Sheppard, 468 U.S. at 986 n. 2, 104 S.Ct. at 3427 n. 2. This language is essentially as general as that contained in the warrant before us today.
The affidavit did include a statement that two bags of marijuana were to be searched for, but this appears to have been incidental to the search for evidence of the actual homicide. Sheppard, 468 U.S. at 985 n. 1, 104 S.Ct. at 3426 n. 1.
Indeed, Sheppard admits that if the judge had crossed out the reference to controlled substances, written "see attached affidavit" on the form, and attached the affidavit to the warrant, the warrant would have been valid. [ citations omitted].

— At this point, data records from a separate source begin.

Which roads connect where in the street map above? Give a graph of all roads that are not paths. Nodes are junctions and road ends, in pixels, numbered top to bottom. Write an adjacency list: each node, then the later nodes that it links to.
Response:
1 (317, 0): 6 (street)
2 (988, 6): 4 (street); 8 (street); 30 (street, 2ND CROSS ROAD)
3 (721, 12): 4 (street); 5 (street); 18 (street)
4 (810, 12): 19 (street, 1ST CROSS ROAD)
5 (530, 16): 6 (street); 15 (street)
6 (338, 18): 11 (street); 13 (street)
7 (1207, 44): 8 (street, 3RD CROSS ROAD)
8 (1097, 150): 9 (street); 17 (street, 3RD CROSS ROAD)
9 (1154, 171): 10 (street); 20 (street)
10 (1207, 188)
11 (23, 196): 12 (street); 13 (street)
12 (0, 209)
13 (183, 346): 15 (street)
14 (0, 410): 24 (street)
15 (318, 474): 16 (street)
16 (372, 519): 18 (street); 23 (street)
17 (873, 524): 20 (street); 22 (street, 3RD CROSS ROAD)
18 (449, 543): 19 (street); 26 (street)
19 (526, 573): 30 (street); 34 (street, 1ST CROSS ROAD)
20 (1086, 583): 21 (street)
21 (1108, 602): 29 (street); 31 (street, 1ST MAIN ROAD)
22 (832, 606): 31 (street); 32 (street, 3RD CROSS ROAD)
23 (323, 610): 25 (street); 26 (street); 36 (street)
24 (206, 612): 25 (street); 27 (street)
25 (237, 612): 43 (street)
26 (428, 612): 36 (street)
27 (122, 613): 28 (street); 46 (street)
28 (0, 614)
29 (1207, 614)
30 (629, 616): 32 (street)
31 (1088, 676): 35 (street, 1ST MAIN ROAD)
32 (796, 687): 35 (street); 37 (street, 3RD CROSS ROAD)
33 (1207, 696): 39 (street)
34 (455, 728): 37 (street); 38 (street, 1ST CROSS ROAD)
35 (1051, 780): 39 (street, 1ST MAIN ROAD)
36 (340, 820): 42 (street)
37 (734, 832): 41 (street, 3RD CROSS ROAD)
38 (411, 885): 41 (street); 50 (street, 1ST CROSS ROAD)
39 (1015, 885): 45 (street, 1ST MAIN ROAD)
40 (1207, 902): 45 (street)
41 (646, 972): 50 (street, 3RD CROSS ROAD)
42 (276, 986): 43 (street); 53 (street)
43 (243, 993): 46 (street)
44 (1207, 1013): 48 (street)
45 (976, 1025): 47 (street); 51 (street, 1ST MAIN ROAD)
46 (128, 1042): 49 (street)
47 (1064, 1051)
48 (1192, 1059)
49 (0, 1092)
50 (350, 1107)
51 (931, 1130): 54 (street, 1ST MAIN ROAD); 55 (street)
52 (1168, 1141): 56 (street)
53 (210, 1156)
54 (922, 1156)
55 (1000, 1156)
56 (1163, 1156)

Sheppard, 468 U.S. at 990 n. 7, 104 S.Ct. at 3429 n. 7.
In the instant case, there was a probable cause determination made by the state judge, the affidavit provided specific information of the objects of the search, the executing officer was the affiant, the additional officers making the search knew what was to be searched for, and, finally, the warrant could easily have been made valid by the insertion of the phrase "see attached affidavit." The Supreme Court's decision in Sheppard, applying the holding of Leon in the context of a general warrant, leads us to conclude that, under the facts of this case, the officers good faith reliance upon the warrant was objectively reasonable. The motion to suppress evidence seized pursuant to the warrant and attached affidavit was properly denied. Thus endeth the Fourth Amendment issues.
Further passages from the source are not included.